SANTA ANA, Calif. — The video which shows 17-year-old Cielo Echegoyen and her family huddling around her laptop in a moment of suspense has gone viral. 

"I'm just insanely relieved that the hard work paid off," Echegoyen said.


What You Need To Know

  • Cielo Echegoyen is one of six children

  • Echegoyen wrote her personal impact essay about how her father's detention impacted her family

  • Echegoyen hopes to become an oncologist one day. She dreams of opening a clinic in El Salvador and Mexico

  • Her oldest siblings are all either college graduates or are currently college students

The Santa Ana High School student is going to Harvard University in the fall. Her parents named her "Cielo," which means sky in Spanish, something Echegoyen has been reaching for. However, in moments like this, it is her parents who keep her grounded. 

"They've done everything possible to make sure my siblings and I have a better life," she said.

 

Echegoyen is one of six children born to immigrant parents.

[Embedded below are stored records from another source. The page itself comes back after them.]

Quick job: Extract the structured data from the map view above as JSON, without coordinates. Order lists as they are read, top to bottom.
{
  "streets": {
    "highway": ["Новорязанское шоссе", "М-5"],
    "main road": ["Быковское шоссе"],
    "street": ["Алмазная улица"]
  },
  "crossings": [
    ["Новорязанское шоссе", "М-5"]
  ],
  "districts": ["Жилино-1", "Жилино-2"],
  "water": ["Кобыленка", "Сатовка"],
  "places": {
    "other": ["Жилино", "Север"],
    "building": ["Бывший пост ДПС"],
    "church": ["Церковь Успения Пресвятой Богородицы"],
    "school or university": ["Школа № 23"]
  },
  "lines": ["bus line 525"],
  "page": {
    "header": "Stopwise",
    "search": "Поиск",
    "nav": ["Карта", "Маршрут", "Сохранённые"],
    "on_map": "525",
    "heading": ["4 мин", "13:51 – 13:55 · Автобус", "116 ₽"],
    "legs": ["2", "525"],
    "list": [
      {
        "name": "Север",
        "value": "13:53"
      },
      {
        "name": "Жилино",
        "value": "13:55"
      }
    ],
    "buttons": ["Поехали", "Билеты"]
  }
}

Over the years, her parents have juggled multiple jobs and worked long hours but always made time to support their education despite not graduating from high school themselves. 

"My mom would drive me to the public library, where I stayed until night time. Then she'd pick me up, take me back home, and it was the same routine every single day," Echegoyen said.

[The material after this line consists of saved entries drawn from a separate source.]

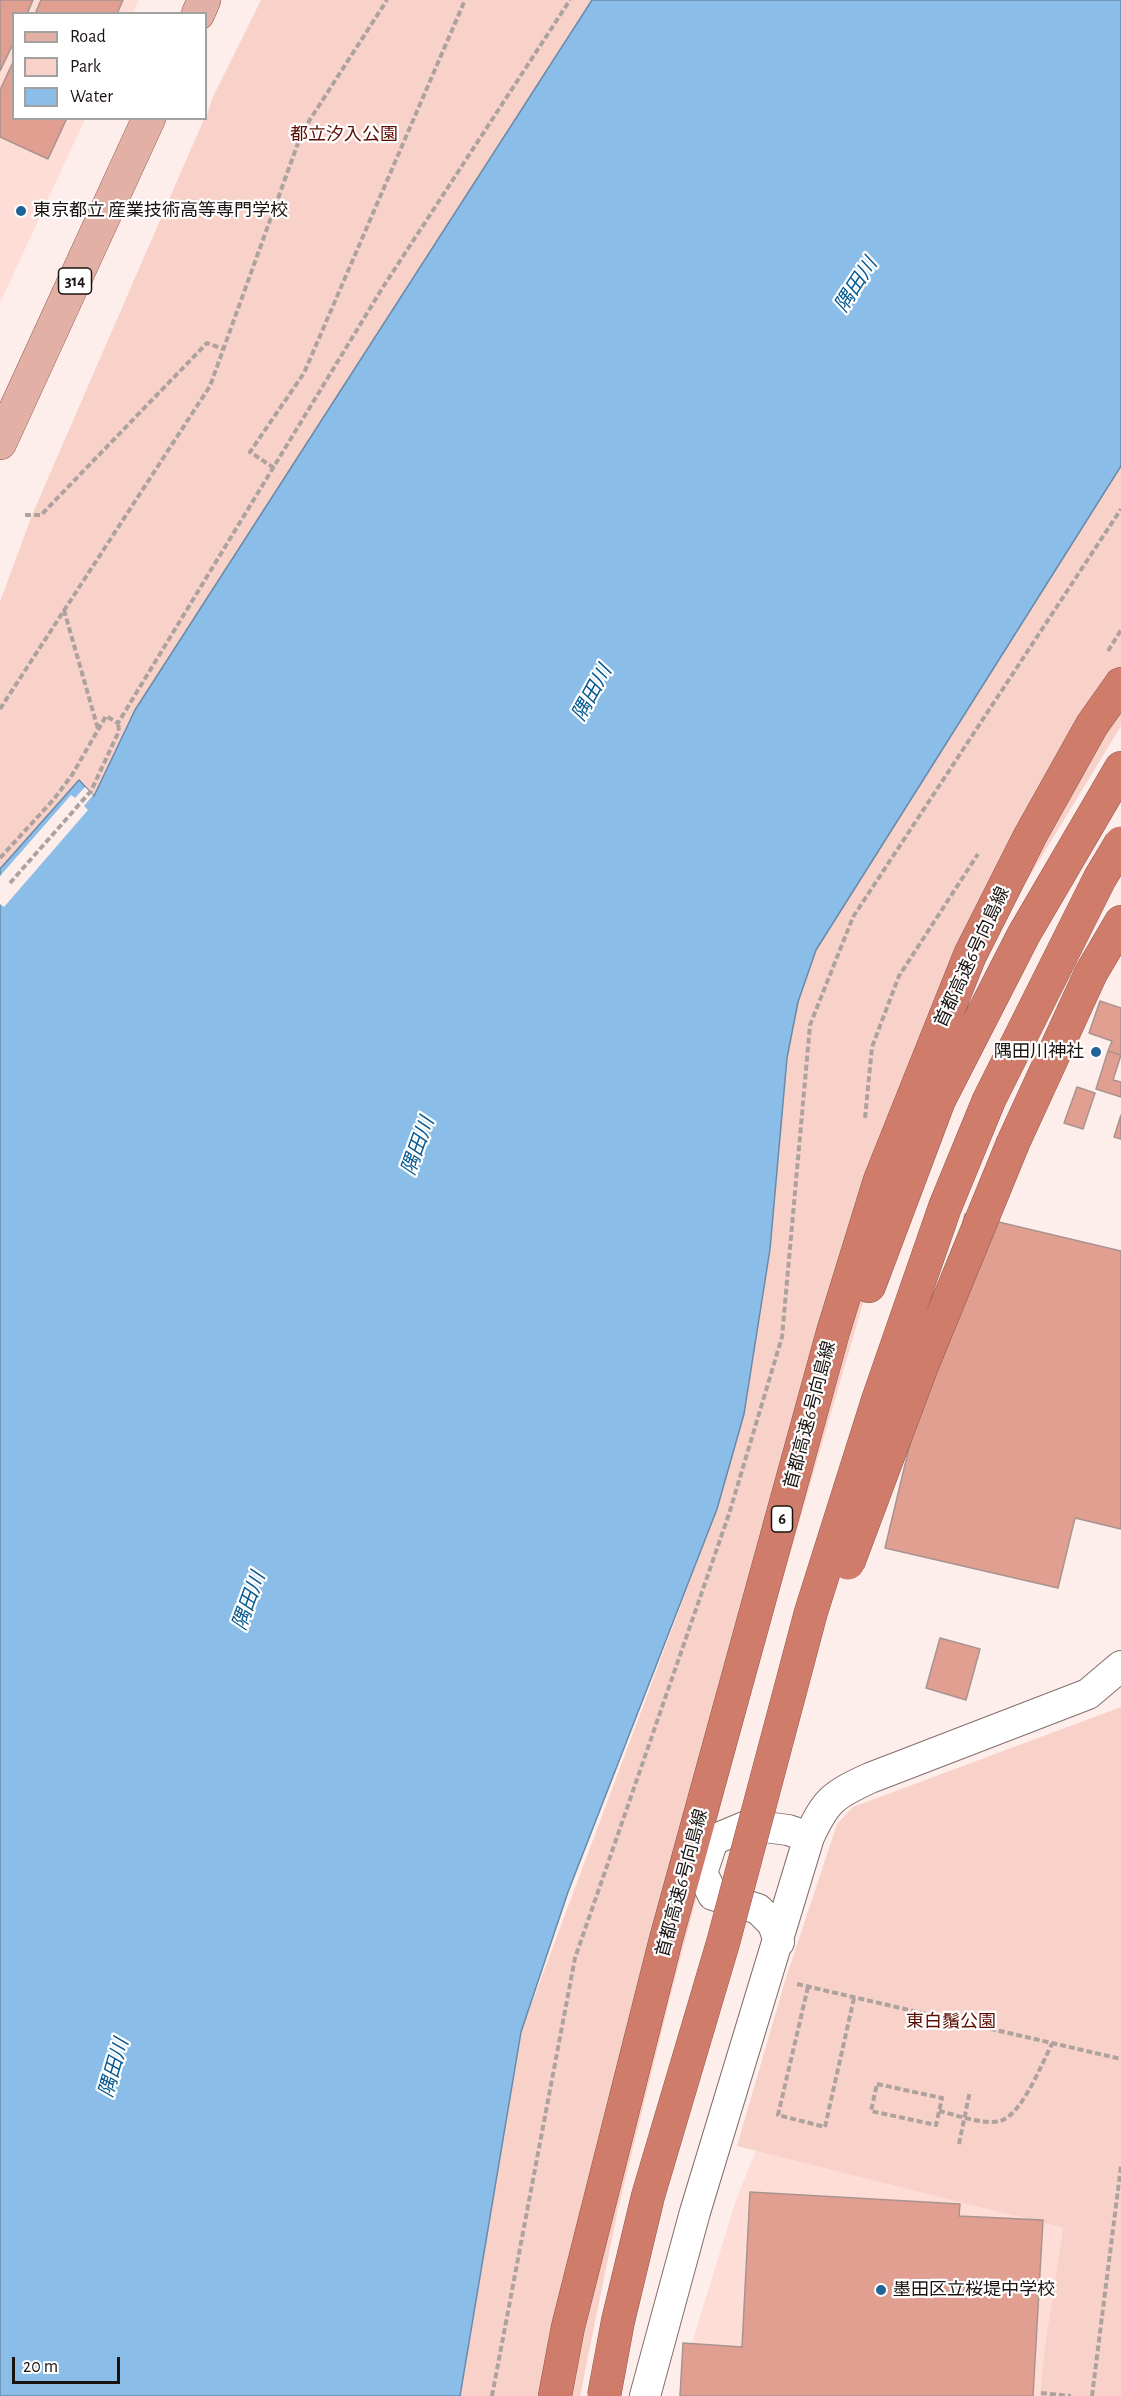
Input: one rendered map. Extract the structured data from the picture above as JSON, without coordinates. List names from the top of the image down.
{
  "streets": {
    "highway": ["首都高速6号向島線", "6"],
    "main road": ["314"]
  },
  "water": ["隅田川"],
  "parks": ["都立汐入公園", "東白鬚公園"],
  "places": ["東京都立 産業技術高等専門学校", "隅田川神社", "墨田区立桜堤中学校"],
  "legend": ["Road", "Park", "Water"],
  "scale_bar": "20 m"
}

Last year, Echegoyen's dad was detained by ICE for about six months.

"When I visited my dad at the detention center where he was being held, he'd always remind me that I had to stay focused because I was a junior and I was about to be applying to schools in the upcoming months," she said.

Echegoyen said she continued to focus on school, using her education to distract her from her family's pain. 

Her story caught Dr. Gloria Montiel's attention, the first known Santa Ana High School alumna to graduate from Harvard. 

"When I was growing up, one of my friends when I shared my dream of going to Harvard, their reaction was, 'Mexican girls don't go to Harvard.' The reason why she said that wasn't to be mean; she herself was Mexican. That was our reality. We had nobody to look to," Montiel said. 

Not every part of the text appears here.